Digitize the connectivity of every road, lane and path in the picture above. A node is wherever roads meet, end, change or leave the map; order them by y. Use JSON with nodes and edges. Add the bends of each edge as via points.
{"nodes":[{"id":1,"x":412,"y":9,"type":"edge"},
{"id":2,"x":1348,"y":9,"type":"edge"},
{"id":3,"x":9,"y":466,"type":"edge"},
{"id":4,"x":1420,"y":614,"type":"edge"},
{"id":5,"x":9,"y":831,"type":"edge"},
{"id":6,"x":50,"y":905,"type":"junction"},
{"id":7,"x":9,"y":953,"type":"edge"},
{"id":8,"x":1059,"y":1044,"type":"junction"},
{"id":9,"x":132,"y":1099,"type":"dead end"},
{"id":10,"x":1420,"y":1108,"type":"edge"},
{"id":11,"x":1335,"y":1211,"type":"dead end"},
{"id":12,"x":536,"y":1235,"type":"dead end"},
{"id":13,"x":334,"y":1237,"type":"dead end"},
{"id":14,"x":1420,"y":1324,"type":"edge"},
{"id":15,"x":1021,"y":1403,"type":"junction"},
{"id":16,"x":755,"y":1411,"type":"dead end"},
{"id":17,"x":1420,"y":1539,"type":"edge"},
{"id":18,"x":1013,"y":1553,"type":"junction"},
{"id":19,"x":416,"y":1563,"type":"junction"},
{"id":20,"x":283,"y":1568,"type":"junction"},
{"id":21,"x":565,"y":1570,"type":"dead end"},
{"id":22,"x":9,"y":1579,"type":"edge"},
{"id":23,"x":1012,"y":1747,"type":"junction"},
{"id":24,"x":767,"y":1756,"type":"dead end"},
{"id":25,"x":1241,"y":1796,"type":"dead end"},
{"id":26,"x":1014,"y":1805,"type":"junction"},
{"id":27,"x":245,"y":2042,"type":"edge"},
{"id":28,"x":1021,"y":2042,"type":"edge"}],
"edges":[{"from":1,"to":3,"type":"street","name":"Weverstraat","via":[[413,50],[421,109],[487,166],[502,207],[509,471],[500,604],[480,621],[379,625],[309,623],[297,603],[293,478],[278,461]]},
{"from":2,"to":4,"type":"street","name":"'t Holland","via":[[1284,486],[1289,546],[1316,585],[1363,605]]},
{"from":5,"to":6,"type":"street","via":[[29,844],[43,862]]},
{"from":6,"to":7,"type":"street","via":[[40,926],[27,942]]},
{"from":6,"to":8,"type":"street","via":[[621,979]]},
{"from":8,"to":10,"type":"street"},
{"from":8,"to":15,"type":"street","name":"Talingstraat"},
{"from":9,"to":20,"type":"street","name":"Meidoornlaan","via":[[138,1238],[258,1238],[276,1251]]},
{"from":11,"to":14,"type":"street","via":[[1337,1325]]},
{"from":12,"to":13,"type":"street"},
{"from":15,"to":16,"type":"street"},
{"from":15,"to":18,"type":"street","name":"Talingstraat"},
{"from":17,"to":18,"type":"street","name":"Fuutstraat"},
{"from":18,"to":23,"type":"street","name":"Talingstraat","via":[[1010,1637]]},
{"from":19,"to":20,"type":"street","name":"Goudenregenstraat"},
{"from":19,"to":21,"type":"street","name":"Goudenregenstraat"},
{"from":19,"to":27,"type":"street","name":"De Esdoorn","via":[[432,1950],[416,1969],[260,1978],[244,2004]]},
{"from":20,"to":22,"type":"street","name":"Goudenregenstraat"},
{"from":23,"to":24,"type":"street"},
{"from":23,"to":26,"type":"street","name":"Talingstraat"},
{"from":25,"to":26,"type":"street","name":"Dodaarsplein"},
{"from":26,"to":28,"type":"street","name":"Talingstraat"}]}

# # # # #

WORK TO COMPLETE =
Copy every line of the data where "Talingstraat" is found.

RESPONSE AREA =
{"from":8,"to":15,"type":"street","name":"Talingstraat"},
{"from":15,"to":18,"type":"street","name":"Talingstraat"},
{"from":18,"to":23,"type":"street","name":"Talingstraat","via":[[1010,1637]]},
{"from":23,"to":26,"type":"street","name":"Talingstraat"},
{"from":26,"to":28,"type":"street","name":"Talingstraat"}]}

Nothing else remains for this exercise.